WORK REQUEST
Restate the listing below with no word altered.

#### INPUT DATA

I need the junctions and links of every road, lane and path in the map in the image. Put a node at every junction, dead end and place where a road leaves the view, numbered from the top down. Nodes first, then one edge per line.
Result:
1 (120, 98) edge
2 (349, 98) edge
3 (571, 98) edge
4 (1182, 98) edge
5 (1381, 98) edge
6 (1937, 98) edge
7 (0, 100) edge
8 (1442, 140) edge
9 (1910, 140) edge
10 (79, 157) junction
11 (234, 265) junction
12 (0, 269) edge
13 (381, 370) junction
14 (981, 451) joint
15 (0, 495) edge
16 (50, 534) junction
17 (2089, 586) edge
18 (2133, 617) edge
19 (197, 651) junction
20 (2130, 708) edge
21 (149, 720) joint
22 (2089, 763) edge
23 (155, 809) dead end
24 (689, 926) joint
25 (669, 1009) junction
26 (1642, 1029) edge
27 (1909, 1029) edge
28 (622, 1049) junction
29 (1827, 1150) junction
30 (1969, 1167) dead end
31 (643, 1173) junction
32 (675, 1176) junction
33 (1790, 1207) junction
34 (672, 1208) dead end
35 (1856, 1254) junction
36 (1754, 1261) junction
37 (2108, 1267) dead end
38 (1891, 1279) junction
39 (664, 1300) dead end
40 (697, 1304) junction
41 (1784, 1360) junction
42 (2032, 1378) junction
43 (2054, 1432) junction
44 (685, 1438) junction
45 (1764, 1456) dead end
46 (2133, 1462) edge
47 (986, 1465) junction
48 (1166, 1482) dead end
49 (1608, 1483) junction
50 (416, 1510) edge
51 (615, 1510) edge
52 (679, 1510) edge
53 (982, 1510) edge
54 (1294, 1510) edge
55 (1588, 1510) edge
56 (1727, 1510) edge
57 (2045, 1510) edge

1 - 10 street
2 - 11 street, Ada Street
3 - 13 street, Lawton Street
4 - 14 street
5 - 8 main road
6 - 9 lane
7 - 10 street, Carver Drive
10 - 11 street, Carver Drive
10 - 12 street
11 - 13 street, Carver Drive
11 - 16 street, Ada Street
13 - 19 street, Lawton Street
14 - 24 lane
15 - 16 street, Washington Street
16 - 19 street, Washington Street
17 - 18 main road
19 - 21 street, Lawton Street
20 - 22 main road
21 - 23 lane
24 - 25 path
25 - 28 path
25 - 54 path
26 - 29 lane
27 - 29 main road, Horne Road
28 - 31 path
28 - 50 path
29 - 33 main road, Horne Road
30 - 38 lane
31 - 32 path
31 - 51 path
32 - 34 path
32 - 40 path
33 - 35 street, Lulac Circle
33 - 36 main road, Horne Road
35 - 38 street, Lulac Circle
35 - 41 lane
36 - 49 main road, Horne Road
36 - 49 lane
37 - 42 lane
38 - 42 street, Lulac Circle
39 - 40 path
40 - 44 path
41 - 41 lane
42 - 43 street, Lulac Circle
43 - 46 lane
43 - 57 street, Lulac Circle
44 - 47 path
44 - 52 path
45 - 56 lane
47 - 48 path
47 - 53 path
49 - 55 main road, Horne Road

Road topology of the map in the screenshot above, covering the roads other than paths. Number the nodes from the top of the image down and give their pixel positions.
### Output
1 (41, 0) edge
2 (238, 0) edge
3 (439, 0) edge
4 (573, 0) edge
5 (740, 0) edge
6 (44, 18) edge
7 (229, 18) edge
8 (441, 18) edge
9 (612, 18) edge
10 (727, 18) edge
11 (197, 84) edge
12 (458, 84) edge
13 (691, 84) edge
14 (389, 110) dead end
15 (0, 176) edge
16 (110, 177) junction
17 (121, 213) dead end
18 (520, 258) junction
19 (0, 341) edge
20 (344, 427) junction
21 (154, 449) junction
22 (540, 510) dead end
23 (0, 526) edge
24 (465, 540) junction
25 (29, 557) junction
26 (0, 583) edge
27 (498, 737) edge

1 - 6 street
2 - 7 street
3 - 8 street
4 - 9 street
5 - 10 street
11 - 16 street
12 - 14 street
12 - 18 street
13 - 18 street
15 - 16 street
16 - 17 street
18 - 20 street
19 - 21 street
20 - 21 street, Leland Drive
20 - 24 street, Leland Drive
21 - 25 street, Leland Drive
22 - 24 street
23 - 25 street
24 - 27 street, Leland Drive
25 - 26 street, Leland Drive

########

ANSWER SPACE
I need the junctions and links of every road, lane and path in the map in the image. Put a node at every junction, dead end and place where a road leaves the view, numbered from the top down. Nodes first, then one edge per line.
Result:
1 (120, 98) edge
2 (349, 98) edge
3 (571, 98) edge
4 (1182, 98) edge
5 (1381, 98) edge
6 (1937, 98) edge
7 (0, 100) edge
8 (1442, 140) edge
9 (1910, 140) edge
10 (79, 157) junction
11 (234, 265) junction
12 (0, 269) edge
13 (381, 370) junction
14 (981, 451) joint
15 (0, 495) edge
16 (50, 534) junction
17 (2089, 586) edge
18 (2133, 617) edge
19 (197, 651) junction
20 (2130, 708) edge
21 (149, 720) joint
22 (2089, 763) edge
23 (155, 809) dead end
24 (689, 926) joint
25 (669, 1009) junction
26 (1642, 1029) edge
27 (1909, 1029) edge
28 (622, 1049) junction
29 (1827, 1150) junction
30 (1969, 1167) dead end
31 (643, 1173) junction
32 (675, 1176) junction
33 (1790, 1207) junction
34 (672, 1208) dead end
35 (1856, 1254) junction
36 (1754, 1261) junction
37 (2108, 1267) dead end
38 (1891, 1279) junction
39 (664, 1300) dead end
40 (697, 1304) junction
41 (1784, 1360) junction
42 (2032, 1378) junction
43 (2054, 1432) junction
44 (685, 1438) junction
45 (1764, 1456) dead end
46 (2133, 1462) edge
47 (986, 1465) junction
48 (1166, 1482) dead end
49 (1608, 1483) junction
50 (416, 1510) edge
51 (615, 1510) edge
52 (679, 1510) edge
53 (982, 1510) edge
54 (1294, 1510) edge
55 (1588, 1510) edge
56 (1727, 1510) edge
57 (2045, 1510) edge

1 - 10 street
2 - 11 street, Ada Street
3 - 13 street, Lawton Street
4 - 14 street
5 - 8 main road
6 - 9 lane
7 - 10 street, Carver Drive
10 - 11 street, Carver Drive
10 - 12 street
11 - 13 street, Carver Drive
11 - 16 street, Ada Street
13 - 19 street, Lawton Street
14 - 24 lane
15 - 16 street, Washington Street
16 - 19 street, Washington Street
17 - 18 main road
19 - 21 street, Lawton Street
20 - 22 main road
21 - 23 lane
24 - 25 path
25 - 28 path
25 - 54 path
26 - 29 lane
27 - 29 main road, Horne Road
28 - 31 path
28 - 50 path
29 - 33 main road, Horne Road
30 - 38 lane
31 - 32 path
31 - 51 path
32 - 34 path
32 - 40 path
33 - 35 street, Lulac Circle
33 - 36 main road, Horne Road
35 - 38 street, Lulac Circle
35 - 41 lane
36 - 49 main road, Horne Road
36 - 49 lane
37 - 42 lane
38 - 42 street, Lulac Circle
39 - 40 path
40 - 44 path
41 - 41 lane
42 - 43 street, Lulac Circle
43 - 46 lane
43 - 57 street, Lulac Circle
44 - 47 path
44 - 52 path
45 - 56 lane
47 - 48 path
47 - 53 path
49 - 55 main road, Horne Road

Road topology of the map in the screenshot above, covering the roads other than paths. Number the nodes from the top of the image down and give their pixel positions.
### Output
1 (41, 0) edge
2 (238, 0) edge
3 (439, 0) edge
4 (573, 0) edge
5 (740, 0) edge
6 (44, 18) edge
7 (229, 18) edge
8 (441, 18) edge
9 (612, 18) edge
10 (727, 18) edge
11 (197, 84) edge
12 (458, 84) edge
13 (691, 84) edge
14 (389, 110) dead end
15 (0, 176) edge
16 (110, 177) junction
17 (121, 213) dead end
18 (520, 258) junction
19 (0, 341) edge
20 (344, 427) junction
21 (154, 449) junction
22 (540, 510) dead end
23 (0, 526) edge
24 (465, 540) junction
25 (29, 557) junction
26 (0, 583) edge
27 (498, 737) edge

1 - 6 street
2 - 7 street
3 - 8 street
4 - 9 street
5 - 10 street
11 - 16 street
12 - 14 street
12 - 18 street
13 - 18 street
15 - 16 street
16 - 17 street
18 - 20 street
19 - 21 street
20 - 21 street, Leland Drive
20 - 24 street, Leland Drive
21 - 25 street, Leland Drive
22 - 24 street
23 - 25 street
24 - 27 street, Leland Drive
25 - 26 street, Leland Drive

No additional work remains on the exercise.